Also, every index takes up further disk space and memory space (when called), so it could potentially slow read operations as well (for large tables).
Check this out
You have to balance CRUD needs. Writing to tables becomes slow. As for where to draw the line, that depends on how the data is being acessed (sorting filtering, etc.).
Indexing will take up more allocated space both from drive and ram, but also improving the performance a lot. Unfortunately when it reaches memory limit, the system will surrender the drive space and risk the performance. Practically, you shouldn't index any field that you might think doesn't involve in any kind of data traversing algorithm, neither inserting nor searching (WHERE clause). But you should if otherwise. By default you have to index all fields. The fields which you should consider unindexing is if the queries are used only by moderator, unless if they need for speed too
It is not a good idea to indexes all the columns in a table. While this will make the table very fast to read from, it also becomes much slower to write to. Writing to a table that has every column indexed would involve putting the new record in that table and then putting each column's information in the its own index table.
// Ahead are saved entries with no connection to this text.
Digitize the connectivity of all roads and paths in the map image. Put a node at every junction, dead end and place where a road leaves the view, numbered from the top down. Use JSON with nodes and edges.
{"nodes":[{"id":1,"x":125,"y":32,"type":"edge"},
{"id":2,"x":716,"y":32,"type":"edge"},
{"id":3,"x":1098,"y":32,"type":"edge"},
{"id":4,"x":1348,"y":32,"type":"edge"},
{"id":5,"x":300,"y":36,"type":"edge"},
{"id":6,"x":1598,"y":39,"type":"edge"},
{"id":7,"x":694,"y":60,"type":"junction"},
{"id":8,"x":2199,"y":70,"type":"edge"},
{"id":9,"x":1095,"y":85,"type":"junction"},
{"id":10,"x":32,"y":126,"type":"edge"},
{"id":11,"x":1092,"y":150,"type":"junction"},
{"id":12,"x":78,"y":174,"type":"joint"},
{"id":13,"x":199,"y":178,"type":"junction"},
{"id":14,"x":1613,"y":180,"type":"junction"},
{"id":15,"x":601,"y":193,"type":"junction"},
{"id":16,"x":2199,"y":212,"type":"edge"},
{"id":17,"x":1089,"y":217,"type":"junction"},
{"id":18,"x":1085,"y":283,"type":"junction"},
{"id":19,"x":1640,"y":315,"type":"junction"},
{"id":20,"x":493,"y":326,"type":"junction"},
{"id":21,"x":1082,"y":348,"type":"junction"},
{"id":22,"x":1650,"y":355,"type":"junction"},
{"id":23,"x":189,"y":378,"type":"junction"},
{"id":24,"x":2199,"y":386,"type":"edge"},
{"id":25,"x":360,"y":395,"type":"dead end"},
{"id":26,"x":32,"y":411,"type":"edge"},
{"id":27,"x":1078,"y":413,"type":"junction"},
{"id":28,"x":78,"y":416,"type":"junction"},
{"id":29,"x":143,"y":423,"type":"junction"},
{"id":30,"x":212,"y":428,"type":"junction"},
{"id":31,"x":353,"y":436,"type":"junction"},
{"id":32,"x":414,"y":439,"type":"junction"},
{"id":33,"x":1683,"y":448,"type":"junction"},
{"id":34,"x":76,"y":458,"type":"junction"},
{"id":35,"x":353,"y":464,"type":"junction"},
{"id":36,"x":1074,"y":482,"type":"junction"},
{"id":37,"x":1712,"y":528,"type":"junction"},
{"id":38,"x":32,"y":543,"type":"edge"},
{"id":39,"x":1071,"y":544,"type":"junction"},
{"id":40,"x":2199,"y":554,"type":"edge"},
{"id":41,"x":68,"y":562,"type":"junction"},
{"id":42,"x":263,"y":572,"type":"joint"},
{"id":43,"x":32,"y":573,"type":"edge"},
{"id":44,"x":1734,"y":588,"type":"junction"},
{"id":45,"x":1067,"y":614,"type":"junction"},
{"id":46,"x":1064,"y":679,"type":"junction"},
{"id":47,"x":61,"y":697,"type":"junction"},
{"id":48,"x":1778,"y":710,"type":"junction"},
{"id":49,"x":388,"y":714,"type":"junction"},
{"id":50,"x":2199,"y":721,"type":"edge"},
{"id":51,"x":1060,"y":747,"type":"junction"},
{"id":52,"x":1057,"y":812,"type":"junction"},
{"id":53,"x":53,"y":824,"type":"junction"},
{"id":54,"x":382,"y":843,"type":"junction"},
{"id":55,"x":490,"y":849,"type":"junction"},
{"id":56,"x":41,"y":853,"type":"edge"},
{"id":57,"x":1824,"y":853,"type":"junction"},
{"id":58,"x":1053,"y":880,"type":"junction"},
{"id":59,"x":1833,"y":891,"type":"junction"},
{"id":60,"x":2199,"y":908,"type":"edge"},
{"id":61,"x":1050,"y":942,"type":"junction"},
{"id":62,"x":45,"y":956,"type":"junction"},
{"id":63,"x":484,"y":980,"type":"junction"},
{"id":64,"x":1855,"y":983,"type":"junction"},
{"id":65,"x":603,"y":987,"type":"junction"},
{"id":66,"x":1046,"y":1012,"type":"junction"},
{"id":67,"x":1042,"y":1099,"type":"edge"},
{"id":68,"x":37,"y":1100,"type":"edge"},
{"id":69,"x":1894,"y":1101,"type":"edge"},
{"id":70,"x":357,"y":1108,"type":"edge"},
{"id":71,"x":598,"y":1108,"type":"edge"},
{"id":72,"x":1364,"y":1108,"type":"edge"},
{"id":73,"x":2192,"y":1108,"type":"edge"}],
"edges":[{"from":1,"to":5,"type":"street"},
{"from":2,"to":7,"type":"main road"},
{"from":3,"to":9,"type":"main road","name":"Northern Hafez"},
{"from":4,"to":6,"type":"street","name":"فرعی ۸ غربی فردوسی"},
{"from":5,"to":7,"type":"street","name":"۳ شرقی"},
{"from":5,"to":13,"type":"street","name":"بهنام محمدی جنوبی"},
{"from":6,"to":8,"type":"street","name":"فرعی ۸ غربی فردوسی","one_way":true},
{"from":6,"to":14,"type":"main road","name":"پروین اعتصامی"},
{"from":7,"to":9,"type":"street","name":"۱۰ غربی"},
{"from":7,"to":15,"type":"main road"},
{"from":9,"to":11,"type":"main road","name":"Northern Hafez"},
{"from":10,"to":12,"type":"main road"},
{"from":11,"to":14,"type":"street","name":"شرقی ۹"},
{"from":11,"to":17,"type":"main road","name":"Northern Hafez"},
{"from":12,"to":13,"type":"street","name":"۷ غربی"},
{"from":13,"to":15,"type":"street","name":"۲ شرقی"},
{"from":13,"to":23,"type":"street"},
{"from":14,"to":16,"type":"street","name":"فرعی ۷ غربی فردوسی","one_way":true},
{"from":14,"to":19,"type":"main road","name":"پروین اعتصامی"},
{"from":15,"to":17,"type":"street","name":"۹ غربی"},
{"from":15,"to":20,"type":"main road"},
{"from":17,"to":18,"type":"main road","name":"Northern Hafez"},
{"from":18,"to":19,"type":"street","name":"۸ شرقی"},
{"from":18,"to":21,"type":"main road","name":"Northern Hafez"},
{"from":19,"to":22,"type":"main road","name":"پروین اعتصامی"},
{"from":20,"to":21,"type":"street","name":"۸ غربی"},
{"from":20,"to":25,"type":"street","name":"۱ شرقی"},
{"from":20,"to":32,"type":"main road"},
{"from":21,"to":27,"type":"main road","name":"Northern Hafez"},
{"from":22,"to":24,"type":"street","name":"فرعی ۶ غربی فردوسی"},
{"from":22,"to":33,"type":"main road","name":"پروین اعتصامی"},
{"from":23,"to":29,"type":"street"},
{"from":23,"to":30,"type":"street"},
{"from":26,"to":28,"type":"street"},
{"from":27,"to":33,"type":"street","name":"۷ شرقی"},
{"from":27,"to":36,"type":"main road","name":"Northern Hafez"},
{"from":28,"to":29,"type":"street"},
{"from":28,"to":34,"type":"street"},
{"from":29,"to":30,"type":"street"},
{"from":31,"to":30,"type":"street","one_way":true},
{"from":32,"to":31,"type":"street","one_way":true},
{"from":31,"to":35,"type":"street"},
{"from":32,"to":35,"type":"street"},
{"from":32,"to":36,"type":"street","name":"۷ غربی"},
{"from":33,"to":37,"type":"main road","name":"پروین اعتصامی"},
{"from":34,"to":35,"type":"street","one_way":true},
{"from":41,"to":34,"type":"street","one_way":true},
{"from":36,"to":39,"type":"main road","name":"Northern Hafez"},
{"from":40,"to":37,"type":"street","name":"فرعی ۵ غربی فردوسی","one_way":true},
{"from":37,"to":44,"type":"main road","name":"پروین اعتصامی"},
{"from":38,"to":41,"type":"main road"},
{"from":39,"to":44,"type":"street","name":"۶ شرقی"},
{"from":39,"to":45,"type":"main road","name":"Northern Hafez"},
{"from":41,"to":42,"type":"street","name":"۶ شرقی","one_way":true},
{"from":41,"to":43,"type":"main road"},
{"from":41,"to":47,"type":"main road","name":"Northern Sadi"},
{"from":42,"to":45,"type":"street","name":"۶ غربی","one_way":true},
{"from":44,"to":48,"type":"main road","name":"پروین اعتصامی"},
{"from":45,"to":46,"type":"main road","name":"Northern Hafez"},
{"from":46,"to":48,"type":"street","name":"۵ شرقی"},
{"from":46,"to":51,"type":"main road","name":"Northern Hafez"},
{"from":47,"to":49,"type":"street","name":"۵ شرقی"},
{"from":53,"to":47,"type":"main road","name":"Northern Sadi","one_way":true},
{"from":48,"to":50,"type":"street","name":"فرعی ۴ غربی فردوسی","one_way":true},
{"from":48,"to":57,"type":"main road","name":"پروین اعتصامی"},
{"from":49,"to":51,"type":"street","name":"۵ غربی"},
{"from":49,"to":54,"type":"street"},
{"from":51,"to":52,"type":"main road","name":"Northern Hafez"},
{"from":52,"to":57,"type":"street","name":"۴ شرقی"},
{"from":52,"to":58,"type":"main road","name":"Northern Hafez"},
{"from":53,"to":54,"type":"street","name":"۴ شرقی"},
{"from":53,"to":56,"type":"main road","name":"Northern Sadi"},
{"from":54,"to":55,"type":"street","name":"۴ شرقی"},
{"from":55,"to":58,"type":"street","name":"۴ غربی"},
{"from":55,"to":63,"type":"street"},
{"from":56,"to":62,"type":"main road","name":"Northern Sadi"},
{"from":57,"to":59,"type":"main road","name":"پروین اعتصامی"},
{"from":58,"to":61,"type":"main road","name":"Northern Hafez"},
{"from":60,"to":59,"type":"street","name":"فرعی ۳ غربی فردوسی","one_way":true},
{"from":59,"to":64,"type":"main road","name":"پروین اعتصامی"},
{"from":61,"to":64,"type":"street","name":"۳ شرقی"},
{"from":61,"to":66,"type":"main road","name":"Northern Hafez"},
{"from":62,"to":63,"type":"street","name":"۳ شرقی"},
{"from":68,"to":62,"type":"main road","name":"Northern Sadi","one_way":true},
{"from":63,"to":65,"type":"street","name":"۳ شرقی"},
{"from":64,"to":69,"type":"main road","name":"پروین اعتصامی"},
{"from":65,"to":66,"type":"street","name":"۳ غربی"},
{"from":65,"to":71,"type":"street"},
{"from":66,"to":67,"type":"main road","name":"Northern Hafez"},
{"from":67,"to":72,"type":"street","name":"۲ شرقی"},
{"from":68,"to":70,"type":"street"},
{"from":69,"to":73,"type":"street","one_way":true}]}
this answer is my personal opinion based I m using my mathematical logic to answer
the second question was about the border where to stop, First let do some mathematical calculation, suppose we have N rows with L fields in a table if we index all the fields we will get a L new index tables where every table will sort in a meaningfull way the data of the index field, in first glance if your table is a W weight it will become W*2 (1 tera will become 2 tera) if you have 100 big table (I already worked in project where the table number was arround 1800 table ) you will waste 100 times this space (100 tera), this is way far from wise.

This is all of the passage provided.